How evolution of IT services is powered by investments?

Evolution Of IT Services

The onset of pandemic has changed how IT services will be consumed.

The pandemic has shifted the way businesses will consume IT services. Because of this, the vendors and IT service providers are looking to raise the capital to back the consumption of IT services. With the passage of time, organizations are looking to rely upon service providers from external sources. And the IT service providers are looking to accelerate the transition of IT services to cloud-based platforms. This kind of shift requires a large amount of investment. Electric AI, the IT tech support provider, has managed to raise $40 million in series C funding. This will be used to scale the adoption of IT services for small to medium-scale businesses (SMBs).

Not only IT service providers are looking for funding, but platform providers that IT service providers depend on, are also looking to raise capital.
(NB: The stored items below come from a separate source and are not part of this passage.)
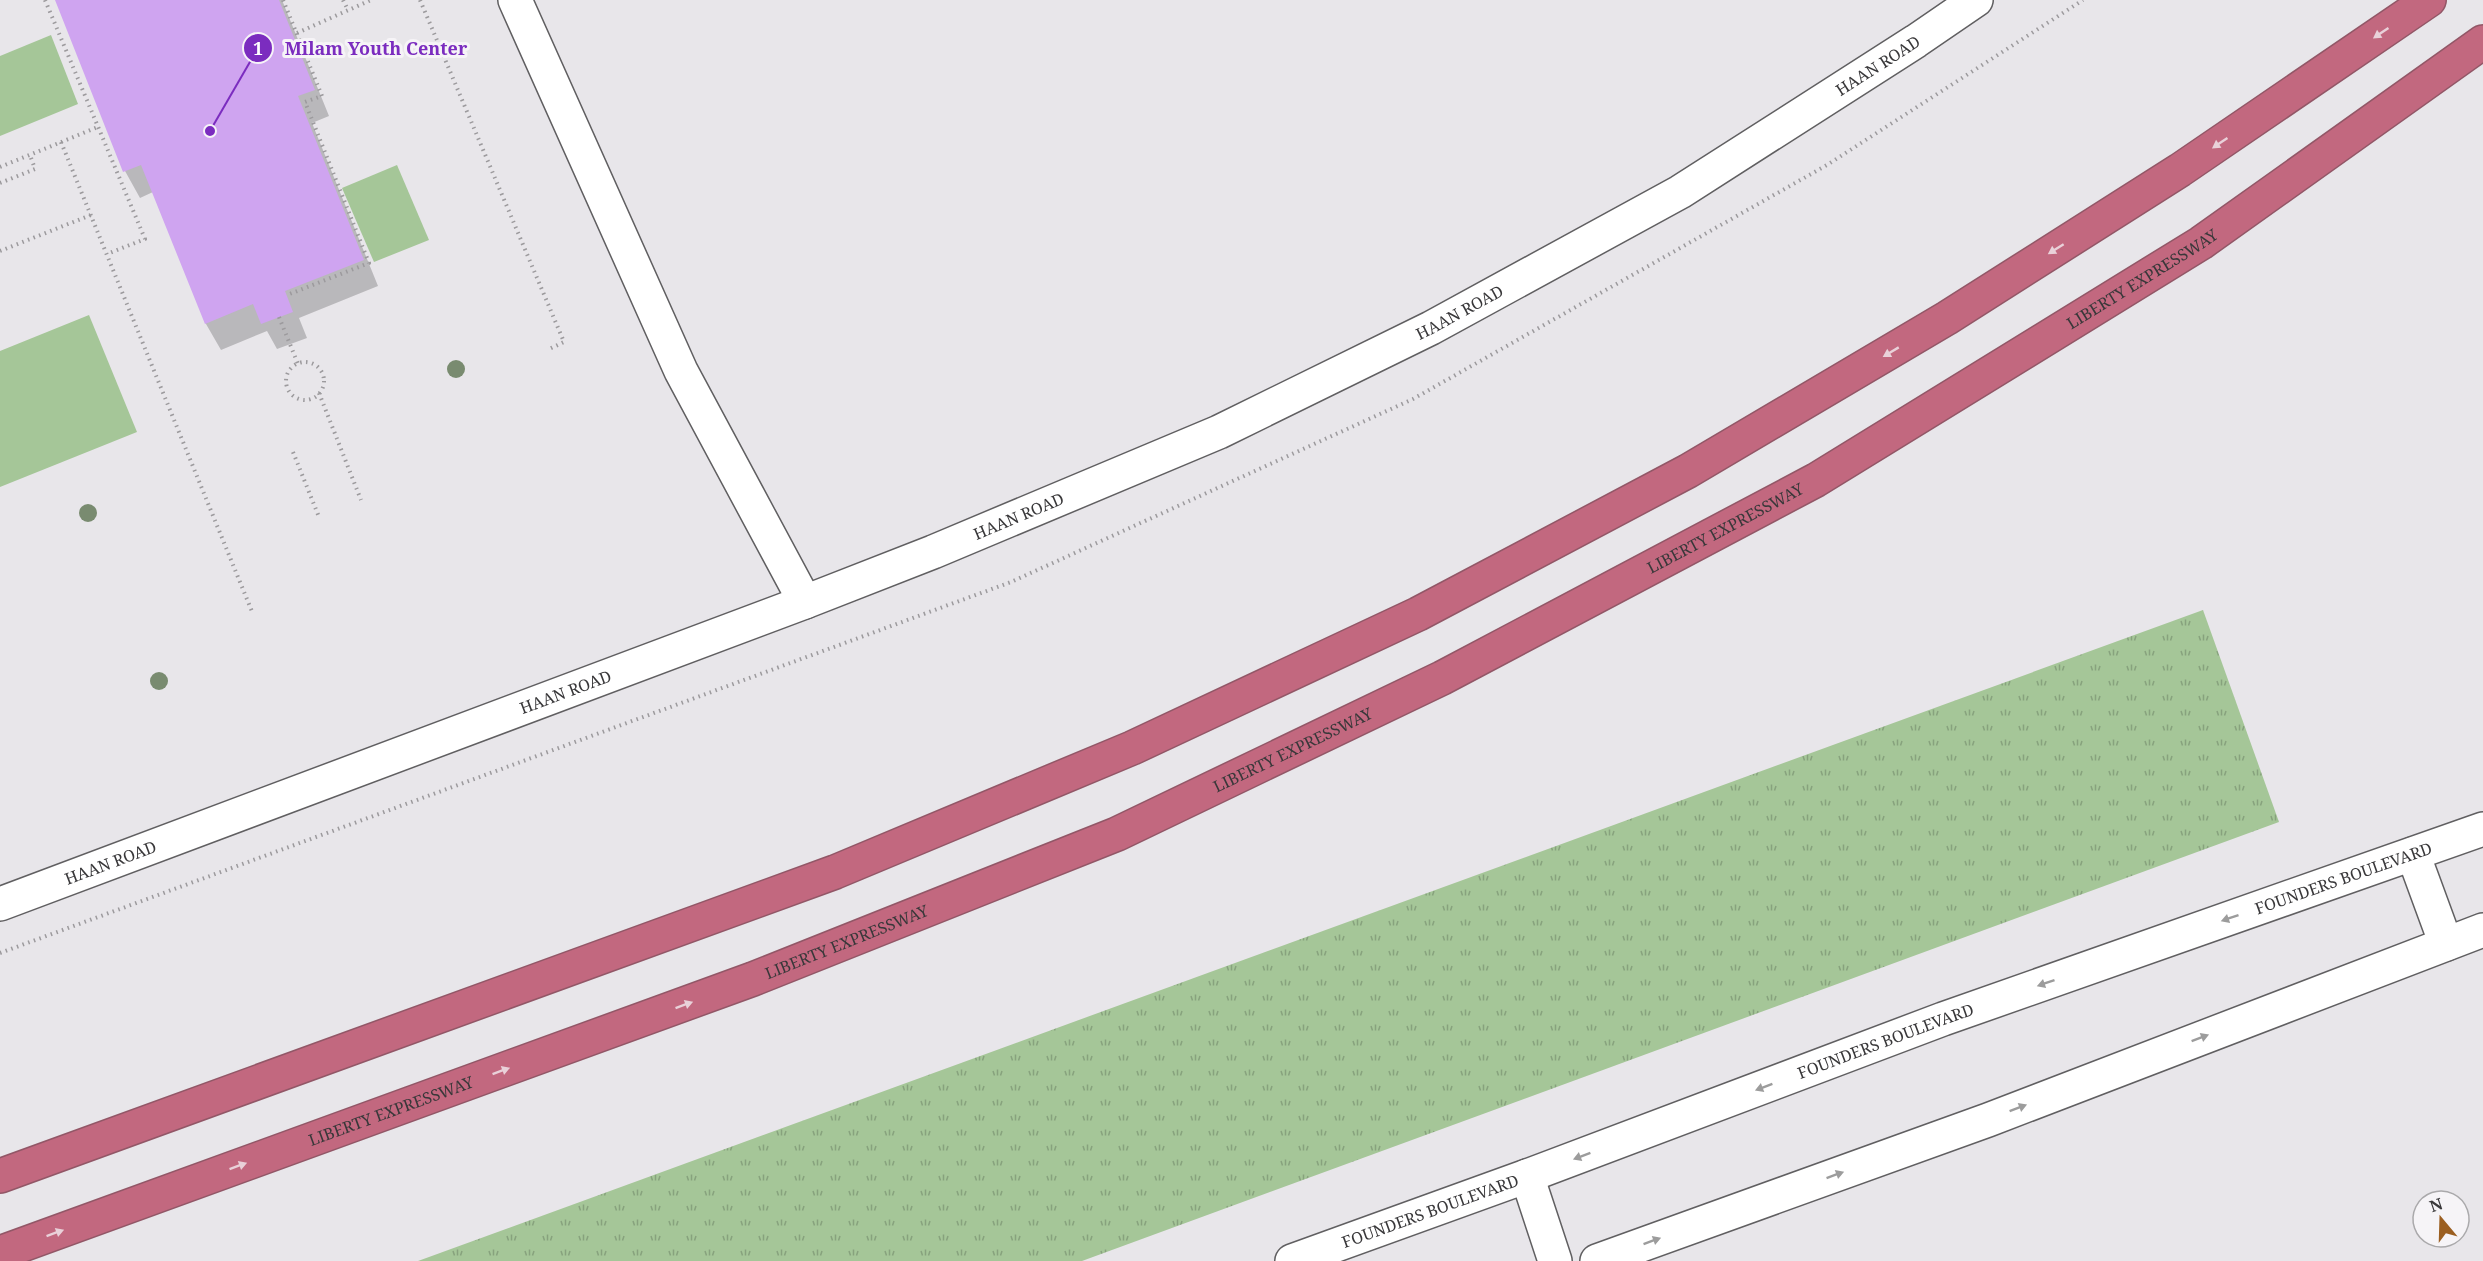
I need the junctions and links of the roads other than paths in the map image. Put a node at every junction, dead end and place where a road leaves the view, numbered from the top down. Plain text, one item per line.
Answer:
1 (515, 0) edge
2 (1976, 0) edge
3 (2429, 0) edge
4 (2483, 42) edge
5 (804, 602) junction
6 (2483, 829) edge
7 (2413, 854) junction
8 (0, 904) edge
9 (2483, 930) edge
10 (2446, 944) junction
11 (0, 1176) edge
12 (1527, 1176) junction
13 (0, 1253) edge
14 (1292, 1261) edge
15 (1555, 1261) edge
16 (1597, 1261) edge

1 - 5 street
2 - 5 street, HAAN ROAD
3 -> 11 highway
13 -> 4 highway, LIBERTY EXPRESSWAY
5 - 8 street, HAAN ROAD
6 - 7 street, FOUNDERS BOULEVARD
7 - 10 street
7 -> 12 street, FOUNDERS BOULEVARD
9 - 10 street
16 -> 10 street
12 - 14 street, FOUNDERS BOULEVARD
12 - 15 street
Altera, who provides a platform for the delivery of the managed services, has successfully raised $25 million from K1 Investment Management. Simultaneously, ScienceLogic who is a provider of an IT platform raised $105 million successfully. They did this as an effort to instill more AIOps capabilities into its platform. 

Rise of Cloud Platform

Since the last few years, IT service providers have counted on client-server platforms that third-party vendors provide. These vendors include ConnectWise, Kaseya, SolarWinds, and ScienceLogic which is at the higher end of the market. But these platforms have displayed their inability in terms of management and extensibility. Warwick Burns, the owner of Warwick Data Solutions based in Nashville, Tennessee, decided to pick out Atera’s cloud platform. Atera’s cloud platform happens to be a rival to ConnectWise. Warwick thinks that Atera’s cloud platform is a small provider of IT services and his company didn’t have time and resources to learn and maintain such a complex platform. “We learned how to use the Atera platform in a day,” Burns said. “The other platforms are a big clunky mess”. 

This issue gives birth to an opportunity where the current providers are snatched away of their powers. It is widely employed by IT service providers, says Atera CEO Gil Peckelman. Atera is a cloud-based platform. It integrates the Remote Management and Monitoring (RMM) and Professional Services Automation (PSA). IT service providers use this through which they manage multiple clients in a more accessible way. 
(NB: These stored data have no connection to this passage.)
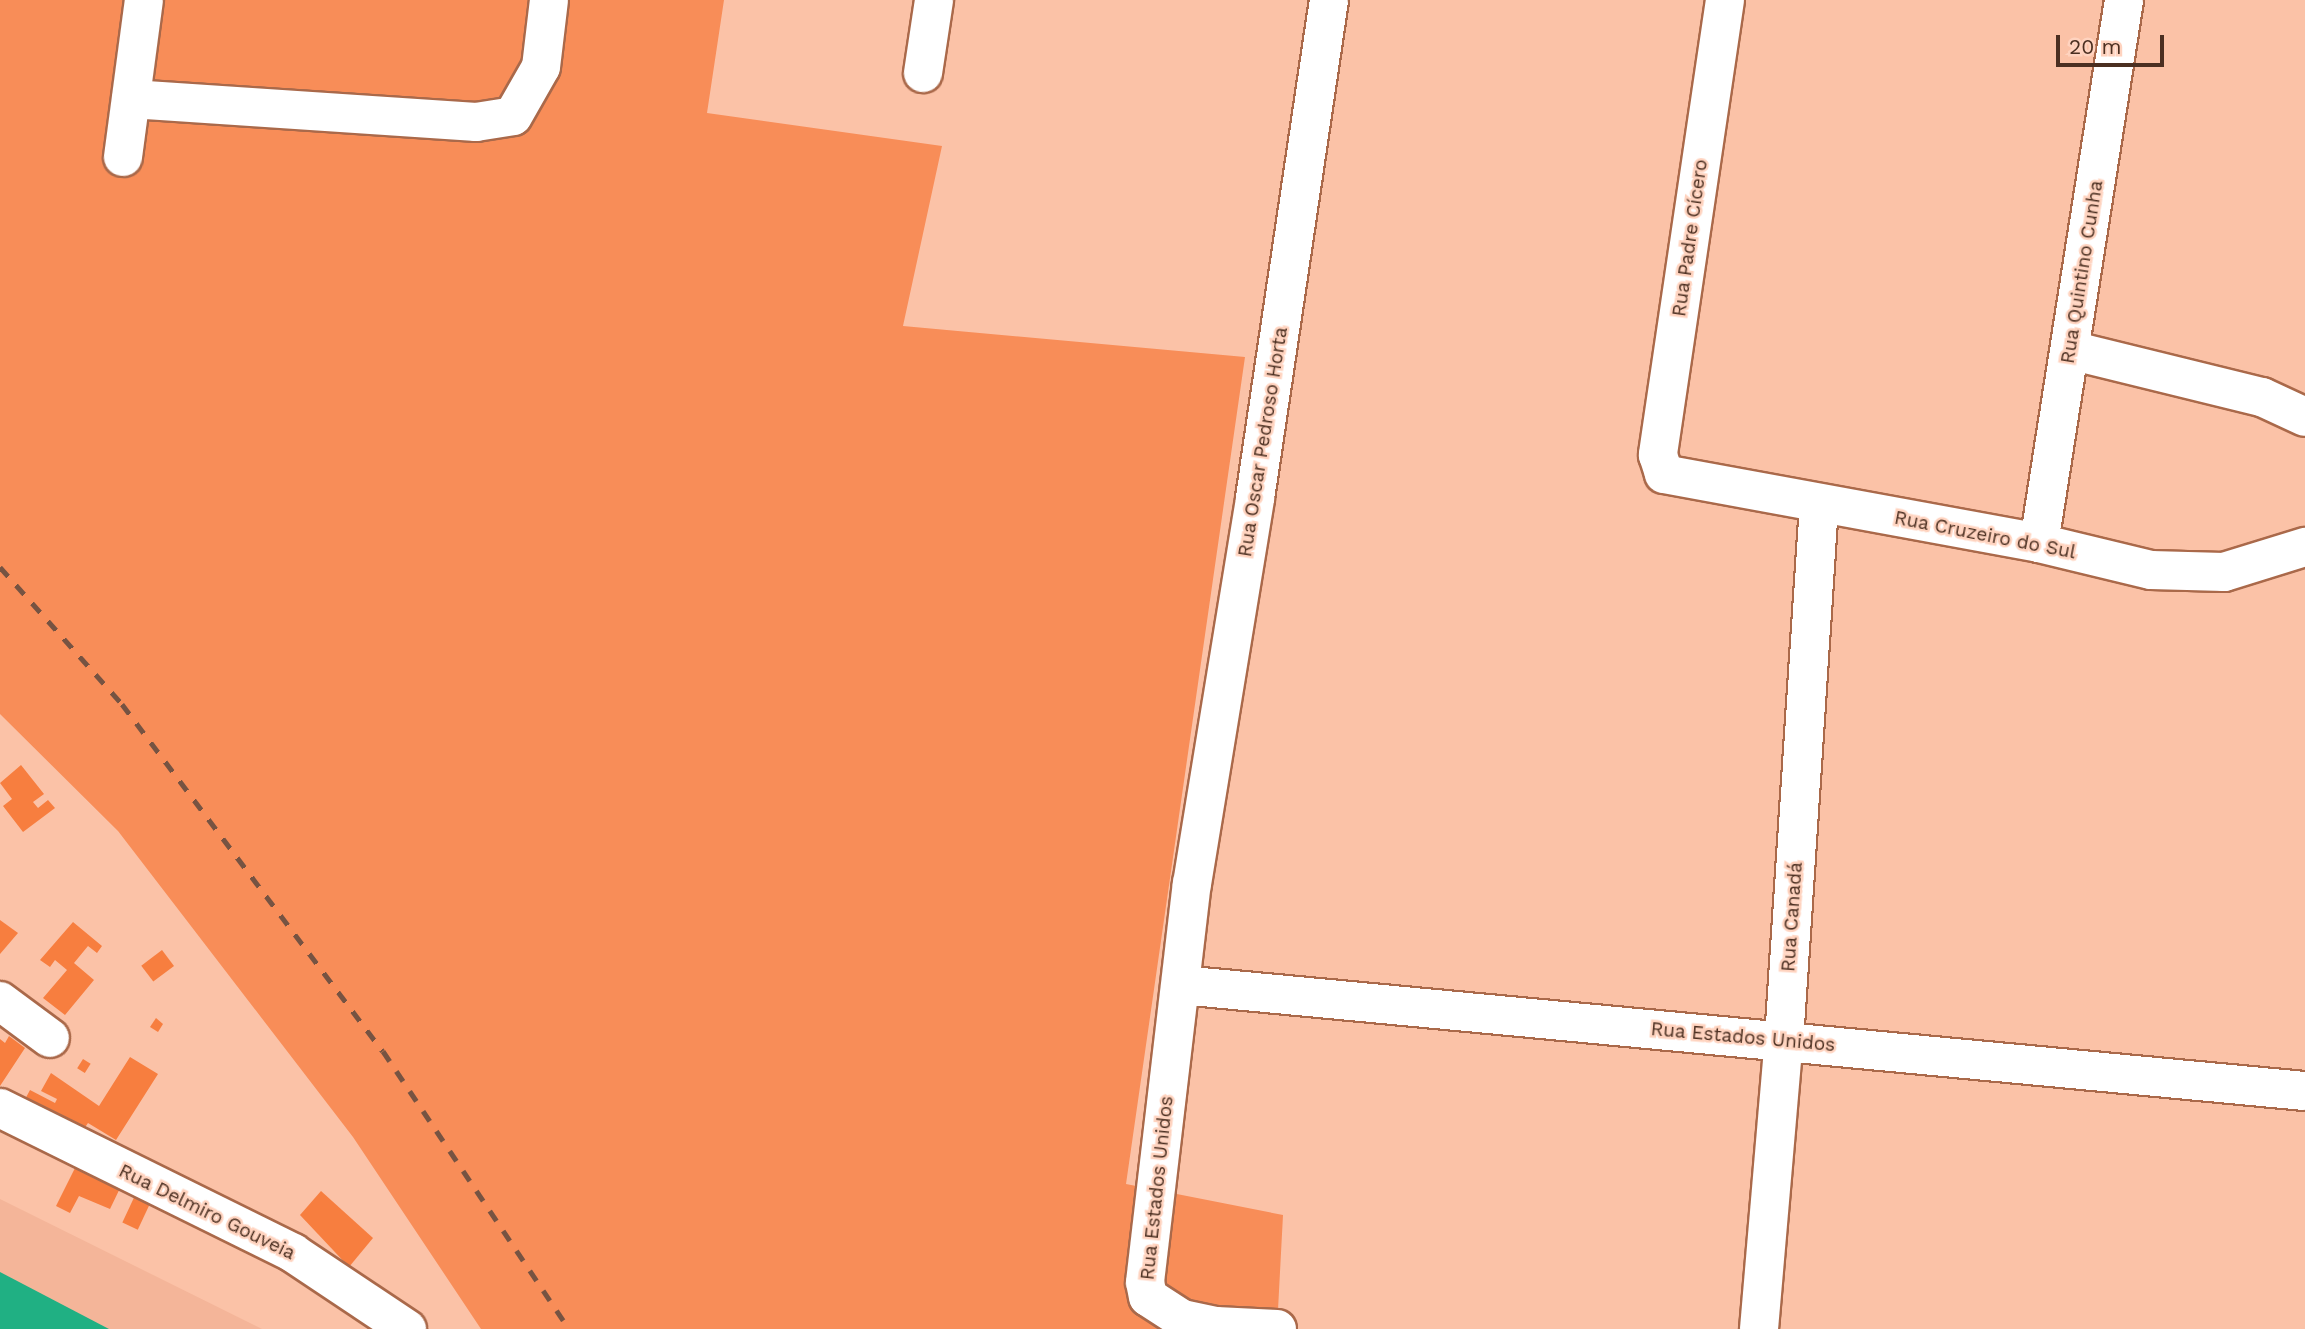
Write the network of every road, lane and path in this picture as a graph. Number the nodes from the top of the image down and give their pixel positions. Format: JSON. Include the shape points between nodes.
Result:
{"nodes":[{"id":1,"x":144,"y":0,"type":"edge"},
{"id":2,"x":550,"y":0,"type":"edge"},
{"id":3,"x":934,"y":0,"type":"edge"},
{"id":4,"x":1329,"y":0,"type":"edge"},
{"id":5,"x":1725,"y":0,"type":"edge"},
{"id":6,"x":2124,"y":0,"type":"edge"},
{"id":7,"x":923,"y":73,"type":"dead end"},
{"id":8,"x":131,"y":99,"type":"junction"},
{"id":9,"x":123,"y":157,"type":"dead end"},
{"id":10,"x":2070,"y":350,"type":"junction"},
{"id":11,"x":2305,"y":417,"type":"edge"},
{"id":12,"x":1664,"y":474,"type":"joint"},
{"id":13,"x":1819,"y":504,"type":"junction"},
{"id":14,"x":2039,"y":543,"type":"junction"},
{"id":15,"x":2305,"y":547,"type":"edge"},
{"id":16,"x":1192,"y":884,"type":"joint"},
{"id":17,"x":1181,"y":985,"type":"junction"},
{"id":18,"x":0,"y":1001,"type":"edge"},
{"id":19,"x":50,"y":1038,"type":"dead end"},
{"id":20,"x":1784,"y":1040,"type":"junction"},
{"id":21,"x":2305,"y":1091,"type":"edge"},
{"id":22,"x":0,"y":1108,"type":"edge"},
{"id":23,"x":407,"y":1329,"type":"edge"},
{"id":24,"x":1277,"y":1329,"type":"edge"},
{"id":25,"x":1759,"y":1329,"type":"edge"}],
"edges":[{"from":1,"to":8,"type":"street"},
{"from":2,"to":8,"type":"street","via":[[541,67],[513,116],[477,122]]},
{"from":3,"to":7,"type":"street"},
{"from":4,"to":16,"type":"street","name":"Rua Oscar Pedroso Horta"},
{"from":5,"to":12,"type":"street","name":"Rua Padre Cícero","via":[[1658,454]]},
{"from":6,"to":10,"type":"street","name":"Rua Quintino Cunha"},
{"from":8,"to":9,"type":"street"},
{"from":10,"to":11,"type":"street","via":[[2262,397]]},
{"from":10,"to":14,"type":"street","name":"Rua Quintino Cunha"},
{"from":12,"to":13,"type":"street","name":"Rua Cruzeiro do Sul"},
{"from":13,"to":14,"type":"street","name":"Rua Cruzeiro do Sul"},
{"from":13,"to":20,"type":"street","name":"Rua Canadá"},
{"from":14,"to":15,"type":"street","name":"Rua Cruzeiro do Sul","via":[[2151,570],[2224,572]]},
{"from":16,"to":17,"type":"street","name":"Rua Estados Unidos"},
{"from":17,"to":20,"type":"street","name":"Rua Estados Unidos"},
{"from":17,"to":24,"type":"street","name":"Rua Estados Unidos","via":[[1145,1282],[1148,1297],[1182,1319]]},
{"from":18,"to":19,"type":"street"},
{"from":20,"to":21,"type":"street","name":"Rua Estados Unidos"},
{"from":20,"to":25,"type":"street","name":"Rua Canadá"},
{"from":22,"to":23,"type":"street","name":"Rua Delmiro Gouveia","via":[[293,1253]]}]}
Extensibility of platforms

Atera plans to raise a round of fundings to provide an analytics facility to analyze the data collected by their platforms. This will enable the IT services to work with increased efficiency, Peckelman said. He says, “Our IP is our software and our data”. Similarly, Augmentt has come up as a startup that focuses heavily on enabling IT service providers the management of multiple SaaS applications on behalf of their customers. Organizations are heavily relying on SaaS because of the COVID-19 pandemic situation. Augmentt chairman, Gavin Garbutt says that it has become obvious that IT service providers require a platform to manage SaaS functions.
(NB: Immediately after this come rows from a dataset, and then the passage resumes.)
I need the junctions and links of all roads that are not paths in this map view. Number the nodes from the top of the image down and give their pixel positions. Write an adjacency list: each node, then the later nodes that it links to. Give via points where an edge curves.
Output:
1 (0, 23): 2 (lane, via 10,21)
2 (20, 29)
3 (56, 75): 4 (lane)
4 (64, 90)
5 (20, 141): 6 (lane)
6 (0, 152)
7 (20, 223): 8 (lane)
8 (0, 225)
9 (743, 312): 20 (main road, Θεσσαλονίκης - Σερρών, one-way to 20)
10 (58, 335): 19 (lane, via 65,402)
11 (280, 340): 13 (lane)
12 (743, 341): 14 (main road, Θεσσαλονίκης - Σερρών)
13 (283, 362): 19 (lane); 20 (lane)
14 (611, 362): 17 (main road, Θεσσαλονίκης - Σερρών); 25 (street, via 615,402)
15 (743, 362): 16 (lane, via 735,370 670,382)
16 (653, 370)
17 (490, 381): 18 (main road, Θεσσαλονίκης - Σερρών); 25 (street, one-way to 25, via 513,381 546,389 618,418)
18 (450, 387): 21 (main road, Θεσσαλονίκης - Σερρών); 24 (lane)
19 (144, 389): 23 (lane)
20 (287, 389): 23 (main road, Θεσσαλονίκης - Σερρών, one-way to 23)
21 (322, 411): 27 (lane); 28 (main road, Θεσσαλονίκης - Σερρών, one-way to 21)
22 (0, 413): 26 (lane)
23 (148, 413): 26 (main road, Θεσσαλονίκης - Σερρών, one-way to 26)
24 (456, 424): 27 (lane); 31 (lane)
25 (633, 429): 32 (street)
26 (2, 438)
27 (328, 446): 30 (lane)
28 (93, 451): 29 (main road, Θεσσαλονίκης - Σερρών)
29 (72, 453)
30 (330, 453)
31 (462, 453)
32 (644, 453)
New York based Electric has taken up a different course. The IT service provider has made a lot of efforts for the extension of the IT management platforms from Kaseya and Jamf to provide services for Windows and Apple respectively. It offers software to streamline and consolidate the workflow through its automation framework. It creates a self-servicing framework using which end users can provision applications and programs with zero intervention from IT service providers, said Electric CEO, Ryan Denehy. 

Electric made the decision to code the software to extend its current backend IT management platforms. On the other hand, Warwick Data Solutions, opted for a new platform because of absence of in-house software development capability. Irrelevant to the platform, IT service providers will modernize the management of IT using AIOps for instance. Such a shift will need increased dependence on cloud platforms that offer accessibility to the data required to train AI. IT leaders will bet on how long will the IT service providers take to move down the course.